ADRB2 (rs1042713); and

ADRB2 (rs1042714).

18. The method of claim 14 further comprising providing the user a kit comprising: a consent form, a plurality of brushes, a drying stand, a packet, and a mailing envelope.

19. The method of claim 18 further comprising:

rubbing at least one brush against the inside of the user's cheek;

placing the brush in the drying stand for approximately 15 minutes to dry;

sealing the at least one dried brush into the packet; and

placing the packet into the mailing envelope.

20. The method of claim 18 wherein the consent form and the packet contain identical bar code information.
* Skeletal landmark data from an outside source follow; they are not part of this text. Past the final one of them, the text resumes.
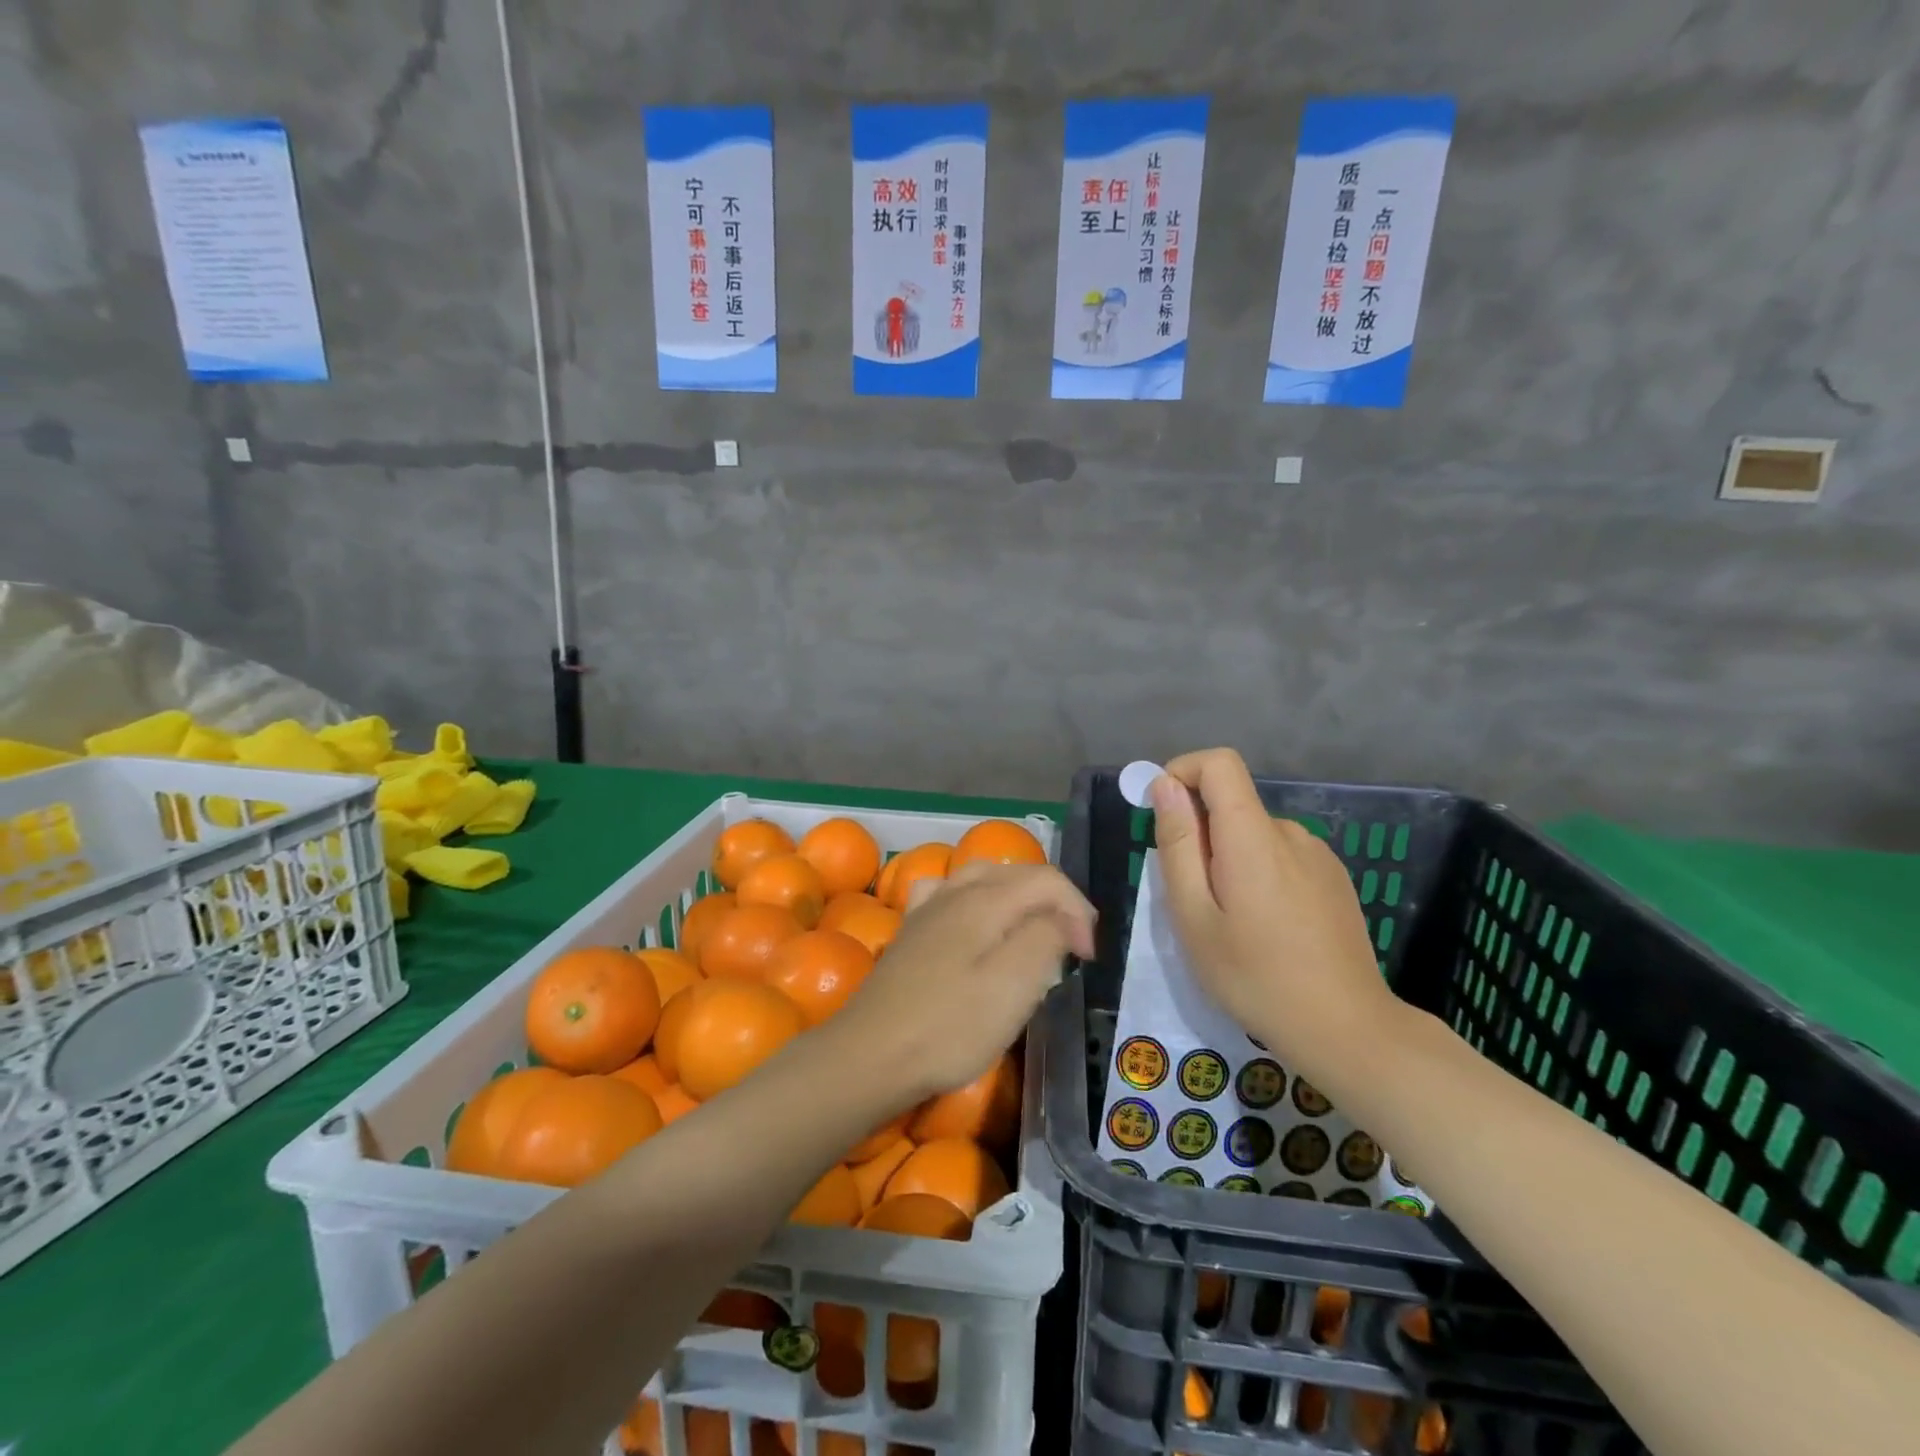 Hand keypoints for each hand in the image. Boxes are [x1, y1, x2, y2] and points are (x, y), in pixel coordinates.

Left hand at [836, 861, 1095, 1101]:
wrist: (871, 1055)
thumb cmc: (949, 1026)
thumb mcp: (1014, 986)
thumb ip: (1046, 938)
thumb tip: (1064, 919)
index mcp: (986, 899)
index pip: (1048, 880)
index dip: (1078, 912)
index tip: (1087, 959)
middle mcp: (955, 891)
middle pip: (1017, 874)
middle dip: (1054, 903)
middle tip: (1071, 948)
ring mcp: (927, 909)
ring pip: (983, 878)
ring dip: (1017, 898)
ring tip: (1031, 933)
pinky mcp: (910, 932)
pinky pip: (949, 895)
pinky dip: (975, 901)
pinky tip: (973, 925)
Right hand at [1151, 749, 1394, 1082]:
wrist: (1347, 1029)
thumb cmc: (1255, 977)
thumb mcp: (1194, 916)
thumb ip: (1178, 845)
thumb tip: (1165, 786)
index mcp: (1253, 836)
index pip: (1219, 764)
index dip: (1182, 773)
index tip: (1162, 815)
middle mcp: (1290, 832)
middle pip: (1232, 804)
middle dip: (1200, 835)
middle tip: (1193, 900)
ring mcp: (1318, 855)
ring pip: (1254, 834)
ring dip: (1229, 859)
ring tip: (1230, 922)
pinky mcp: (1334, 878)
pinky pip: (1281, 856)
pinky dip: (1258, 873)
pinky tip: (1267, 928) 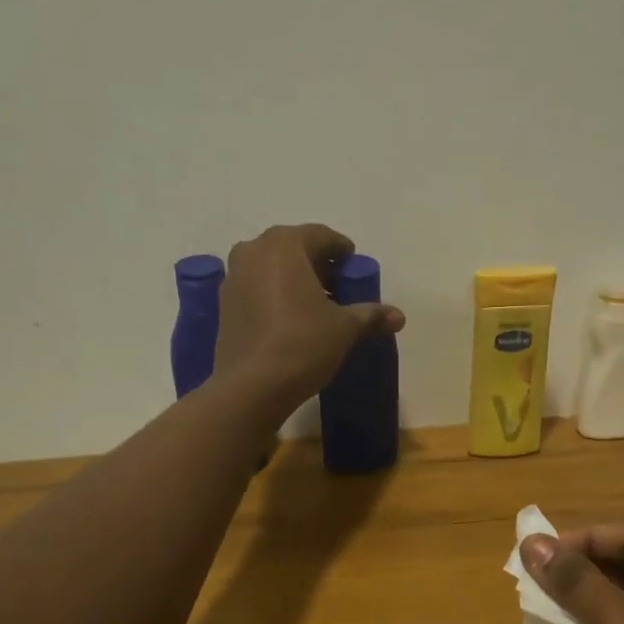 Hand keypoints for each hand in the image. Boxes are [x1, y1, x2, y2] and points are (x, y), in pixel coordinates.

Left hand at [214, 225, 405, 411]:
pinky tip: (290, 321)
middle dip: (317, 265)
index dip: (342, 251)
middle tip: (339, 289)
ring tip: (316, 307)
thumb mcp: (344, 329)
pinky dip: (274, 296)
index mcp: (284, 245)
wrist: (251, 387)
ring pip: (271, 269)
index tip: (354, 268)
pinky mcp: (224, 305)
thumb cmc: (302, 344)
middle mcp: (253, 251)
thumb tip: (399, 316)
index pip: (321, 236)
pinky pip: (256, 289)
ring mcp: (233, 277)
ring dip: (294, 280)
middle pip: (293, 249)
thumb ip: (371, 316) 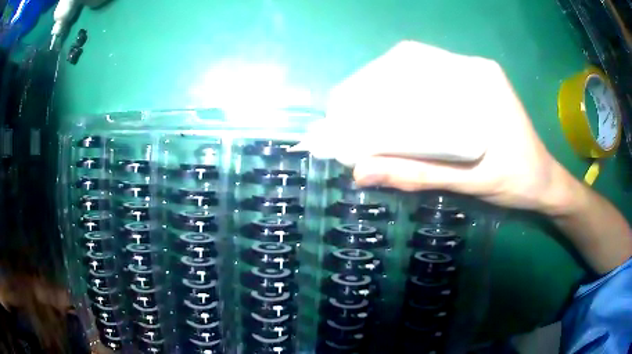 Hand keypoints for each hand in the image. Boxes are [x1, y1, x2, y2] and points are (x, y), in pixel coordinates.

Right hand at [299, 41, 569, 213]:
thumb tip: (361, 172)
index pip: (417, 61)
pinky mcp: (475, 88)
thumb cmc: (518, 183)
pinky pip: (434, 80)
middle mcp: (475, 69)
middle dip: (375, 81)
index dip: (376, 76)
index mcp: (480, 81)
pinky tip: (394, 112)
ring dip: (388, 85)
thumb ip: (419, 175)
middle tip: (350, 110)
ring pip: (421, 68)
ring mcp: (475, 76)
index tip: (349, 101)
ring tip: (364, 111)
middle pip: (414, 61)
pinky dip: (407, 92)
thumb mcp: (470, 183)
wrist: (545, 183) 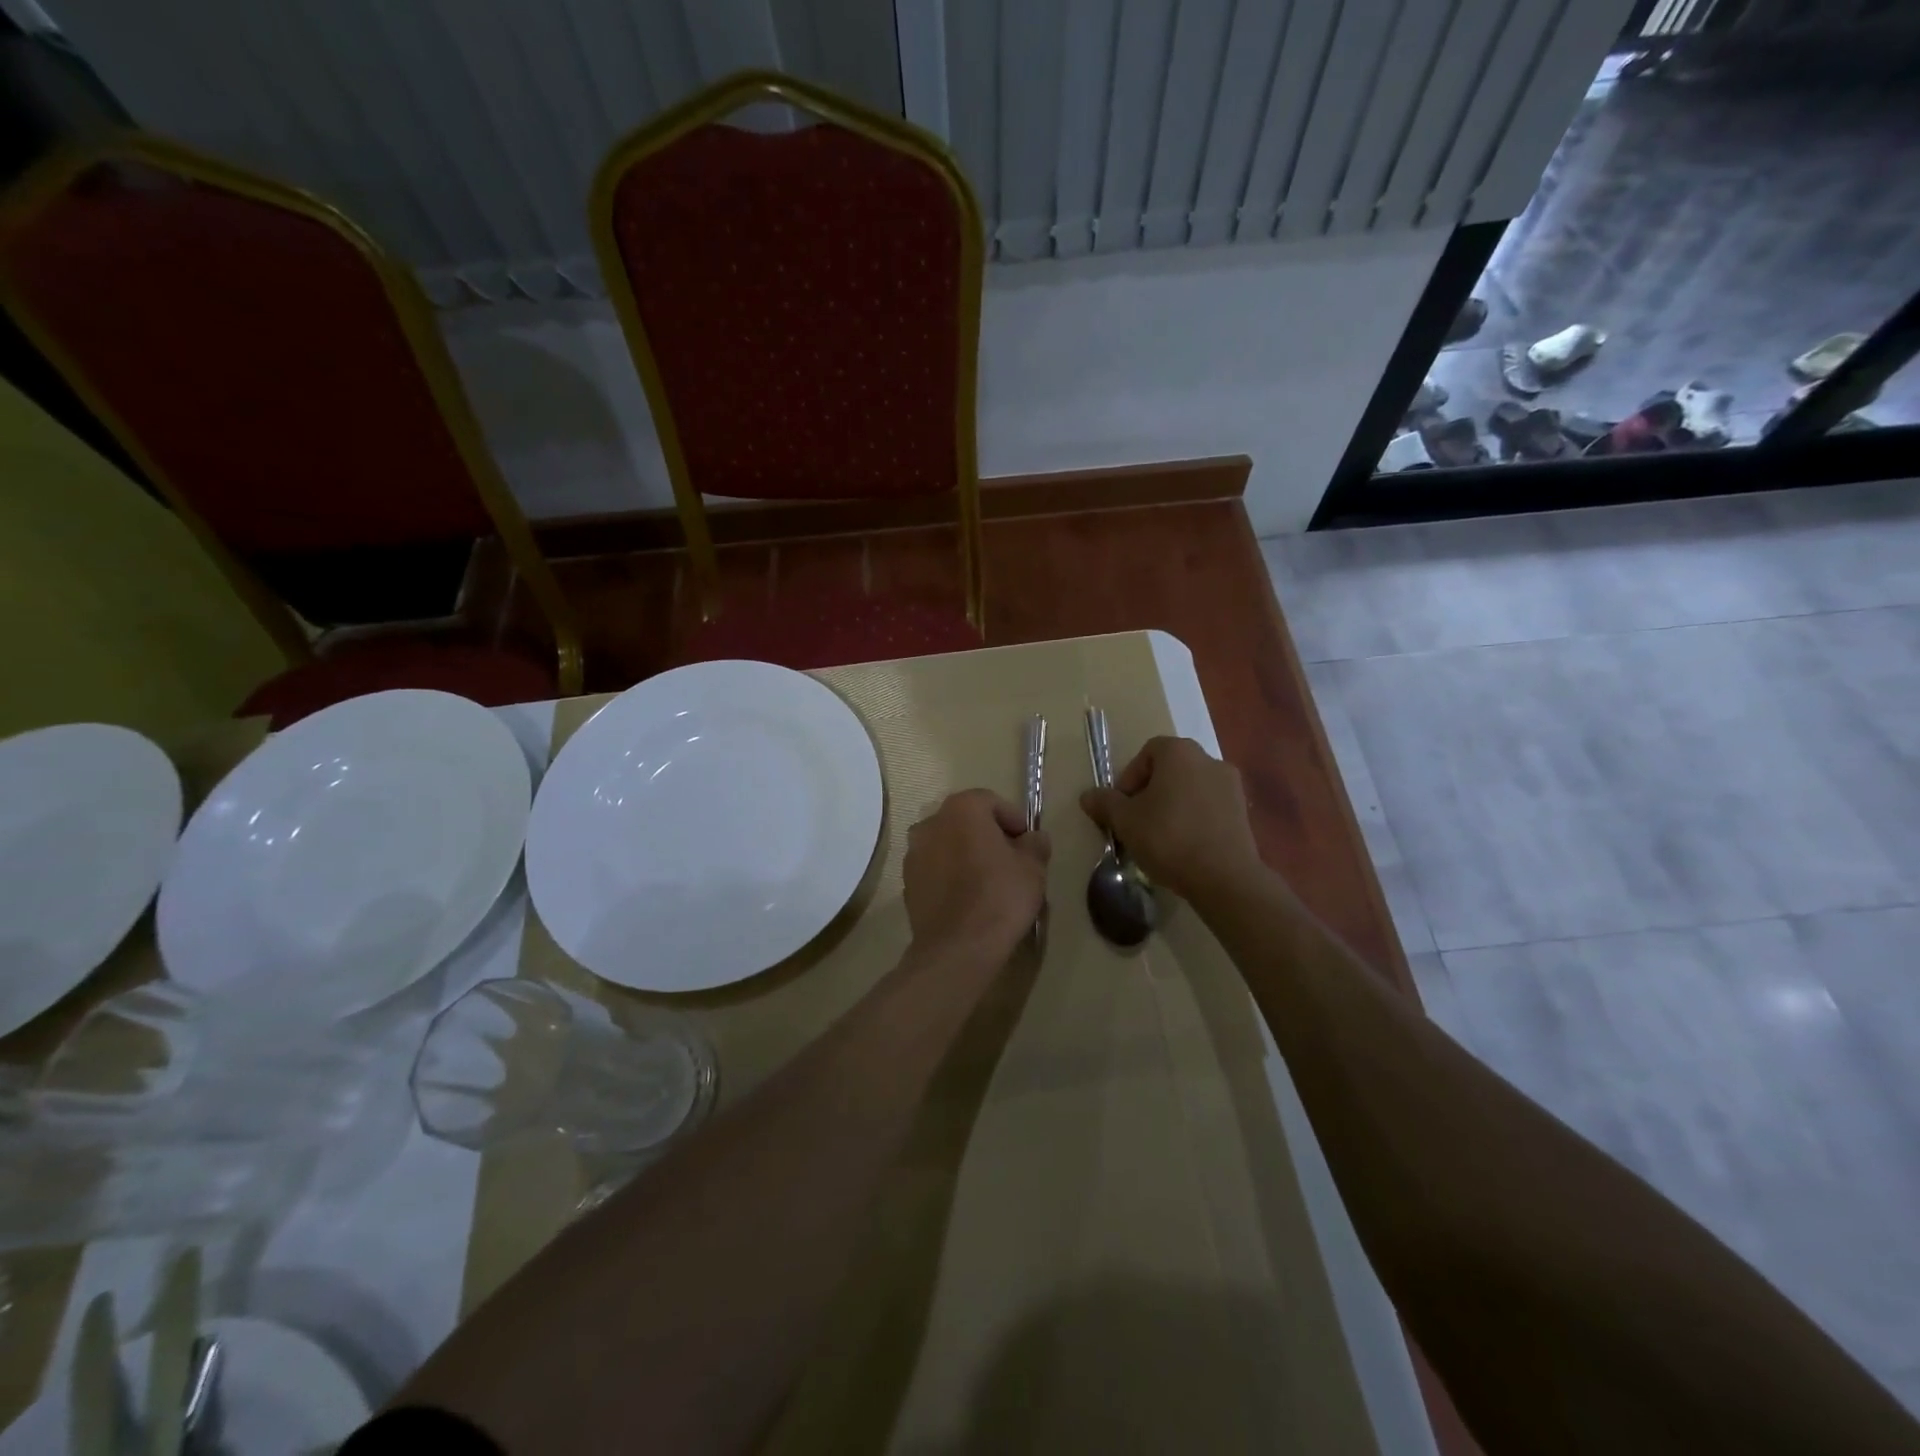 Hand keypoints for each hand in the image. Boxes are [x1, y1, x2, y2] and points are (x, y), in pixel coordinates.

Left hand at [903, 789, 1050, 958]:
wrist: (958, 947)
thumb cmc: (1000, 897)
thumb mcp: (1033, 869)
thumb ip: (1035, 845)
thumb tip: (1034, 839)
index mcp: (962, 809)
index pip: (991, 801)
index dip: (1013, 820)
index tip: (1027, 844)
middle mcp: (931, 822)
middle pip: (966, 820)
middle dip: (988, 835)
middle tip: (1011, 861)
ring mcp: (914, 853)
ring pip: (948, 844)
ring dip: (966, 854)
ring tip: (988, 881)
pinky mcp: (907, 882)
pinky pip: (935, 868)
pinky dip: (950, 875)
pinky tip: (967, 898)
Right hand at [1079, 736, 1260, 901]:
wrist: (1224, 877)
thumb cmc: (1168, 838)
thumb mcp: (1125, 821)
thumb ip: (1105, 803)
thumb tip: (1087, 795)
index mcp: (1179, 752)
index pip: (1147, 753)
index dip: (1129, 777)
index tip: (1122, 806)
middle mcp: (1208, 759)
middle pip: (1170, 769)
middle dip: (1150, 792)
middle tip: (1137, 821)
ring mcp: (1231, 785)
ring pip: (1190, 788)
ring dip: (1173, 805)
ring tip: (1161, 836)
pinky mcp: (1243, 811)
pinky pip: (1209, 806)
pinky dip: (1194, 818)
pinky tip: (1185, 845) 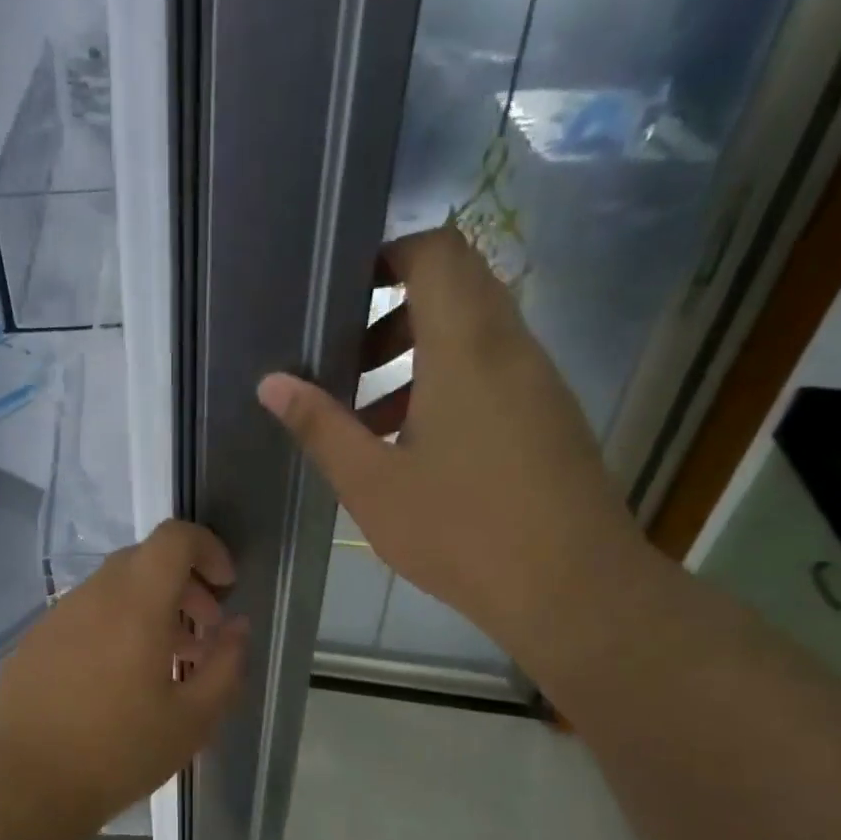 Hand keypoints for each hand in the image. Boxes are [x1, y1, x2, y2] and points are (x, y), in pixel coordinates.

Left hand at [0, 520, 250, 829]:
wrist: (22, 786)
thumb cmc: (117, 752)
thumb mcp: (193, 719)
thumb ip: (226, 665)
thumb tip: (237, 629)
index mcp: (134, 603)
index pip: (173, 537)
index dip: (208, 548)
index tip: (225, 587)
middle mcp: (91, 596)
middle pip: (143, 561)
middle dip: (183, 585)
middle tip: (202, 632)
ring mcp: (55, 618)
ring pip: (111, 591)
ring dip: (147, 610)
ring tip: (164, 664)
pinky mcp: (32, 643)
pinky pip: (83, 617)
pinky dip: (112, 627)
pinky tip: (115, 682)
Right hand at [257, 225, 645, 662]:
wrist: (570, 586)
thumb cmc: (460, 530)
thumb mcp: (371, 483)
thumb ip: (321, 426)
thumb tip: (271, 382)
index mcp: (465, 348)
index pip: (437, 253)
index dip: (388, 256)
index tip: (343, 293)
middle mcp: (510, 347)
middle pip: (457, 287)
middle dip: (394, 311)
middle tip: (347, 359)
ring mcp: (538, 381)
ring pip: (475, 332)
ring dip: (418, 353)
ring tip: (369, 415)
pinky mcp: (549, 415)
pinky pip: (495, 370)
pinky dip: (449, 382)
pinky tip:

21. A computer network comprising:

a data storage device configured to store wellness information;

at least one display device configured to receive and display information from and to a user;

a processor programmed to:

receive a genotype pattern information from the user; and

provide wellness information as a function of the genotype pattern information to the user via the display.

22. The computer network of claim 21 wherein the wellness information includes recipes.

23. The computer network of claim 21 wherein the wellness information includes exercise recommendations.

24. The computer network of claim 21 wherein the wellness information includes recommendations for dietary supplements.